Eval bug: getting assertion error when trying to use a gguf quantized model at inference "GGML_ASSERT(n_outputs_enc > 0 && "call llama_encode() first") failed"

Open Vedapani0402 opened this issue 10 months ago • 1 comments

Name and Version

the latest version of llama.cpp

Operating systems

Windows

GGML backends

CPU

Hardware

CPU 16 GB RAM Intel I5 core 10th Gen

Models

Flan T5 Large

Problem description & steps to reproduce

I have a finetuned Flan T5 Model in my local which I have quantized and converted to gguf format using llama.cpp using the below line of command:

!python {path to convert_hf_to_gguf.py} {path to hf_model} --outfile {name_of_outputfile.gguf} --outtype {quantization type}

and loaded the gguf file using llama.cpp Llama

from llama_cpp import Llama gguf_model_path = "t5_8bit.gguf" model = Llama(model_path=gguf_model_path)

and when trying to use the model at inference in Jupyter Notebook, the kernel is Dying.

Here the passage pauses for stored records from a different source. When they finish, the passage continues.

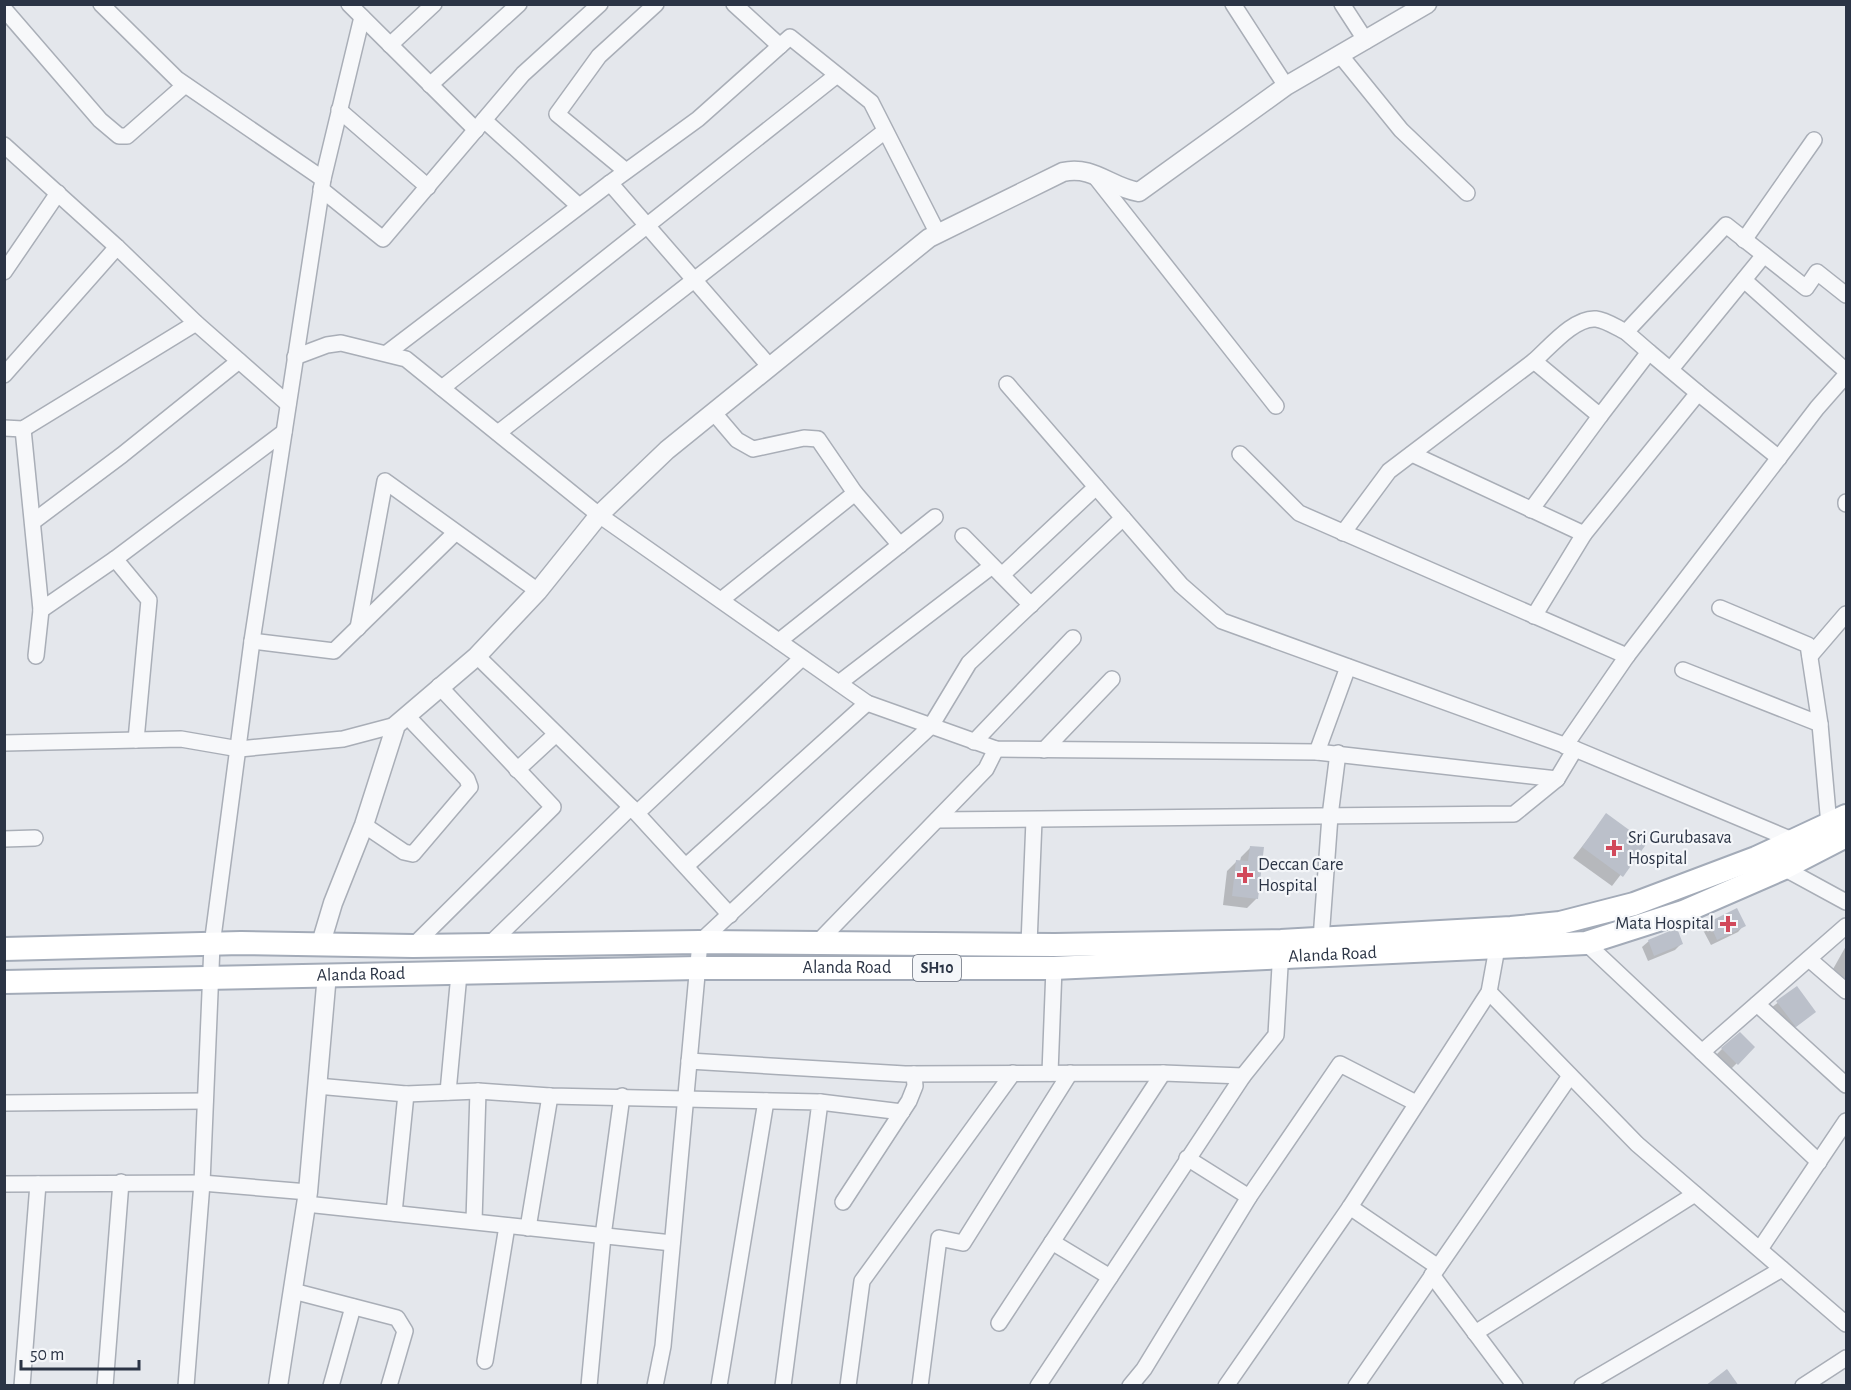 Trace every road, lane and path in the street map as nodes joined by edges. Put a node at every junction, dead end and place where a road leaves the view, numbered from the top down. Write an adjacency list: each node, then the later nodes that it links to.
1 (101, 4): 18 (street)
2 (349, 4): 12 (street)
3 (434, 4): 14 (street)
4 (519, 4): 19 (street)
5 (600, 4): 22 (street)
6 (656, 4): 26 (street)
7 (734, 4): 15 (street)
8 (1233, 4): 20 (street)
9 (1342, 4): 13 (street)
10 (1427, 4): 13 (street)
11 (4, 9): 18 (street)
12 (362, 17): 14 (street); 21 (street)
13 (1366, 41): 16 (street)
14 (390, 45): 19 (street)
15 (780, 46): 17 (street); 26 (street)
16 (1341, 56): 20 (street); 32 (street)
17 (837, 75): 23 (street); 34 (street)
18 (185, 85): 29 (street)
19 (430, 85): 22 (street)
20 (1286, 86): 27 (street)
21 (339, 110): 29 (street); 30 (street)
22 (480, 125): 30 (street); 33 (street)
23 (885, 131): 35 (street); 40 (street)
24 (1814, 140): 36 (street)
25 (4, 145): 31 (street)
26 (626, 171): 28 (street)
27 (1092, 172): 35 (street); 58 (street)
28 (610, 183): 33 (street); 34 (street)
29 (322, 184): 30 (street); 47 (street)
30 (428, 187)
31 (58, 193): 37 (street); 39 (street)
32 (1467, 193)
33 (579, 206): 46 (street)
34 (649, 227): 40 (street); 55 (street)
35 (938, 234): 50 (street)
36 (1744, 240): 38 (street); 44 (street)
37 (117, 247): 43 (street); 53 (street)
38 (1764, 255): 41 (street); 42 (street)
39 (4, 272)
40 (695, 280): 50 (street); 64 (street)
41 (1744, 280): 51 (street); 52 (street)
42 (1846, 294)
43 (196, 322): 48 (street); 62 (street)
44 (1626, 332): 45 (street); 49 (street)
45 (1649, 352): 51 (street); 60 (street)
46 (387, 353): 47 (street); 55 (street)
47 (295, 357): 57 (street)
48 (239, 361): 57 (street); 74 (street)
49 (1534, 361): 60 (street); 66 (street)
50 (770, 367): 59 (street)
51 (1671, 369): 56 (street)
52 (1846, 373): 67 (street)
53 (4, 375)
54 (1007, 384): 68 (street)
55 (442, 388): 64 (street)
56 (1698, 393): 67 (street); 77 (street)
57 (288, 404): 63 (street)
58 (1276, 406)
59 (714, 412): 69 (street); 71 (street)
60 (1600, 416): 70 (street)
61 (4, 428): 62 (street)
62 (23, 429): 74 (street)
63 (284, 432): 80 (street); 91 (street)
64 (498, 433): 71 (street)
65 (1239, 454): 75 (street)
66 (1412, 454): 70 (street); 75 (street)
67 (1779, 458): 95 (street)
68 (1096, 487): 73 (street); 81 (street)
69 (855, 493): 79 (street); 83 (street)
70 (1532, 510): 77 (street)
71 (600, 515): 82 (street); 83 (street)
72 (935, 517): 79 (street)
73 (1123, 518): 84 (street); 98 (street)
74 (34, 521): 86 (street)
75 (1343, 532): 88 (street)
76 (455, 533): 82 (street); 89 (street); 89 (street)
77 (1584, 534): 88 (street)
78 (963, 536): 81 (street)
79 (900, 545): 92 (street)
80 (115, 560): 86 (street); 108 (street)
81 (997, 570): 84 (street); 101 (street)
82 (538, 591): 94 (street)
83 (721, 600): 92 (street)
84 (1031, 605): 106 (street)
85 (1720, 608): 96 (street)
86 (42, 610): 93 (street)
87 (1846, 614): 96 (street)
88 (1534, 616): 95 (street)
89 (358, 628): 91 (street)
90 (1073, 638): 109 (street)
91 (252, 641): 112 (street)
92 (779, 641): 97 (street)
93 (36, 656)
94 (477, 656): 102 (street); 107 (street)
95 (1627, 656): 111 (street)
96 (1810, 656): 105 (street)
97 (802, 658): 101 (street); 119 (street)
98 (1348, 667): 111 (street); 115 (street)
99 (1683, 670): 105 (street)
100 (1112, 679): 114 (street)
101 (839, 683): 103 (street)
102 (439, 686): 104 (street); 117 (street)
103 (867, 703): 106 (street); 130 (street)
104 (401, 720): 112 (street); 123 (street); 123 (street)
105 (1820, 724): 124 (street)
106 (931, 726): 109 (street); 133 (street)
107 (556, 734): 117 (street); 119 (street)
108 (136, 740): 110 (street); 112 (street)
109 (974, 742): 113 (street)
110 (4, 743)
111 (1570, 748): 118 (street); 127 (street)
112 (239, 749): 143 (street)
113 (996, 749): 114 (street); 121 (street)
114 (1044, 750): 115 (street)
115 (1317, 752): 116 (street)
116 (1338, 753): 118 (street); 120 (street)
117 (517, 770): 144 (street)
118 (1557, 779): 120 (street)
119 (634, 810): 130 (street); 140 (street)
120 (1330, 816): 122 (street); 136 (street)
121 (937, 820): 122 (street); 138 (street)
122 (1034, 820): 142 (street)
123 (364, 825): 139 (street)
124 (1841, 826): 127 (main road, Alanda Road / SH10); 128 (main road, Alanda Road / SH10)
125 (35, 837): 126 (street)
126 (4, 839)
127 (1793, 840): 128 (street); 129 (main road, Alanda Road / SH10)
128 (1816, 852): 131 (main road, Alanda Road / SH10)
129 (1762, 855): 131 (street); 135 (main road, Alanda Road / SH10)
130 (686, 866): 133 (street)
131 (1784, 868): 132 (street); 141 (main road, Alanda Road / SH10)
132 (1846, 902)
133 (730, 915): 137 (street)
134 (1846, 926): 148 (street)
135 (1511, 928): 136 (main road, Alanda Road / SH10); 145 (street)
136 (1321, 939): 147 (main road, Alanda Road / SH10)
137 (700, 942): 138 (main road, Alanda Road / SH10); 140 (main road, Alanda Road / SH10); 149 (street)
138 (818, 942): 142 (main road, Alanda Road / SH10)
139 (321, 943): 143 (main road, Alanda Road / SH10); 144 (main road, Alanda Road / SH10)
140 (491, 943): 144 (main road, Alanda Road / SH10)
141 (1586, 943): 145 (main road, Alanda Road / SH10); 158 (street)
142 (1029, 944): 147 (main road, Alanda Road / SH10)
143 (212, 945): 146 (main road, Alanda Road / SH10); 153 (street)
144 (413, 946)
145 (1497, 948): 147 (main road, Alanda Road / SH10); 156 (street)
146 (4, 949)
147 (1281, 950): 150 (main road, Alanda Road / SH10); 165 (street)
148 (1809, 959): 155 (street); 157 (street)
149 (698, 968): 150 (main road, Alanda Road / SH10); 152 (main road, Alanda Road / SH10); 159 (street)
150 (1054, 968): 161 (street)
151 (327, 974): 152 (main road, Alanda Road / SH10); 153 (main road, Alanda Road / SH10); 168 (street)
152 (459, 974): 170 (street)
153 (211, 980): 154 (main road, Alanda Road / SH10); 175 (street)
154 (4, 982)
155 (1846, 991)
156 (1489, 992): 166 (street); 179 (street)
157 (1757, 1004): 158 (street); 167 (street)
158 (1702, 1052): 183 (street)
159 (689, 1061): 164 (street); 174 (street)
160 (1013, 1073): 161 (street); 164 (street); 222 (street)
161 (1050, 1073): 162 (street)
162 (1070, 1073): 163 (street); 223 (street)
163 (1162, 1073): 165 (street); 198 (street)
164 (914, 1074): 180 (street)
165 (1243, 1076): 182 (street)
166 (1570, 1076): 188 (street); 202 (street)
167 (1846, 1085)
168 (317, 1086): 171 (street); 190 (street)
169 (477, 1091): 170 (street); 172 (street); 194 (street)
170 (448, 1092): 171 (street)
171 (406, 1094): 193 (street)
172 (550, 1096): 173 (street); 196 (street)
173 (622, 1096): 174 (street); 197 (street)
174 (686, 1100): 176 (street); 199 (street)
175 (205, 1101): 177 (street); 185 (street)
176 (766, 1101): 178 (street); 220 (street)
177 (4, 1102)
178 (820, 1102): 180 (street); 221 (street)
179 (1416, 1102): 189 (street); 192 (street)
180 (902, 1112): 191 (street)
181 (1846, 1121): 183 (street)
182 (1187, 1158): 189 (street); 203 (street)
183 (1819, 1162): 200 (street)
184 (120, 1182): 185 (street); 187 (street); 213 (street)
185 (202, 1183): 190 (street); 214 (street)
186 (4, 1184): 187 (street)
187 (38, 1184): 212 (street)
188 (1695, 1194): 200 (street); 208 (street)
189 (1249, 1197): 225 (street)
190 (307, 1198): 193 (street); 204 (street)
191 (843, 1202)
192 (1350, 1206): 202 (street); 226 (street)
193 (394, 1213): 194 (street)
194 (474, 1221): 195 (street)
195 (507, 1226): 196 (street); 210 (street)
196 (528, 1228): 197 (street)
197 (603, 1236): 199 (street); 218 (street)
198 (1052, 1242): 203 (street); 206 (street)
199 (672, 1243): 219 (street)
200 (1760, 1250): 201 (street)
201 (1782, 1269): 207 (street); 228 (street)
202 (1435, 1271): 208 (street); 211 (street)
203 (1110, 1277): 224 (street)
204 (293, 1291): 205 (street); 215 (street)
205 (353, 1306): 216 (street); 217 (street)
206 (999, 1323)
207 (1846, 1323)
208 (1475, 1333): 227 (street)
209 (1846, 1358): 229 (street)
210 (485, 1361)
211 (1364, 1382)
212 (22, 1386)
213 (105, 1386)
214 (186, 1386)
215 (278, 1386)
216 (331, 1386)
217 (389, 1386)
218 (589, 1386)
219 (655, 1386)
220 (719, 1386)
221 (783, 1386)
222 (848, 1386)
223 (920, 1386)
224 (1038, 1386)
225 (1130, 1386)
226 (1226, 1386)
227 (1515, 1386)
228 (1582, 1386)
229 (1803, 1386)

When tried the same in Command Prompt, getting the aasertion issue "GGML_ASSERT(n_outputs_enc > 0 && "call llama_encode() first") failed"

used the below code for inference in CPU and the issue is detected at model.eval()

Code: prompt = "Extract Tags and Relevant Text: Please Annotate that the market rates has fallen drastically"

tokens = model.tokenize(prompt.encode()) output_tokens = model.eval(tokens) output = model.detokenize(tokens) print(output)

Why is this issue coming, and what is the solution to it. I am trying to use quantized models in the Local for inference

First Bad Commit

No response

Relevant log output

from llama_cpp import Llama 
gguf_model_path = "t5_8bit.gguf"
model = Llama(model_path=gguf_model_path)

prompt = "Extract Tags and Relevant Text: Please Annotate that the market rates has fallen drastically"


tokens = model.tokenize(prompt.encode())
output_tokens = model.eval(tokens)
output = model.detokenize(tokens)
print(output)


output: 
GGML_ASSERT(n_outputs_enc > 0 && "call llama_encode() first") failed

Feb 26 '25 10:02 Vedapani0402